Data for review
>>>>

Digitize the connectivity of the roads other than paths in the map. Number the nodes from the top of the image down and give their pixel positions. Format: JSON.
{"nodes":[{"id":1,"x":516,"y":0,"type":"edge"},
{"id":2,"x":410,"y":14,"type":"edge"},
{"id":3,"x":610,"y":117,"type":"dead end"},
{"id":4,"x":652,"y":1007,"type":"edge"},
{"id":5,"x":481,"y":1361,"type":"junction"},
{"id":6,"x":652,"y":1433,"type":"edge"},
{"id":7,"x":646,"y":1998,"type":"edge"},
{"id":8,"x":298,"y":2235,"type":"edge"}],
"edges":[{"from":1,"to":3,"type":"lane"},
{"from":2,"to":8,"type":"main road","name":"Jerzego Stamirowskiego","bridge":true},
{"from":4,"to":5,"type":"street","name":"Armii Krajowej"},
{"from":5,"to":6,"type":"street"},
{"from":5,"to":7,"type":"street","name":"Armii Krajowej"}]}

<<<<

Action item
Please copy the whole of the material exactly as written.

Exercise answer
Digitize the connectivity of the roads other than paths in the map. Number the nodes from the top of the image down and give their pixel positions. Format: JSON.
{"nodes":[{"id":1,"x":516,"y":0,"type":"edge"},
{"id":2,"x":410,"y":14,"type":"edge"},
{"id":3,"x":610,"y":117,"type":"dead end"},
{"id":4,"x":652,"y":1007,"type":"edge"},
{"id":5,"x":481,"y":1361,"type":"junction"},
{"id":6,"x":652,"y":1433,"type":"edge"},
{"id":7,"x":646,"y":1998,"type":"edge"},
{"id":8,"x":298,"y":2235,"type":"edge"}],
"edges":[{"from":1,"to":3,"type":"lane"},
{"from":2,"to":8,"type":"main road","name":"Jerzego Stamirowskiego","bridge":true},
{"from":4,"to":5,"type":"street","name":"Armii Krajowej"},
{"from":5,"to":6,"type":"street"},
{"from":5,"to":7,"type":"street","name":"Armii Krajowej"}]}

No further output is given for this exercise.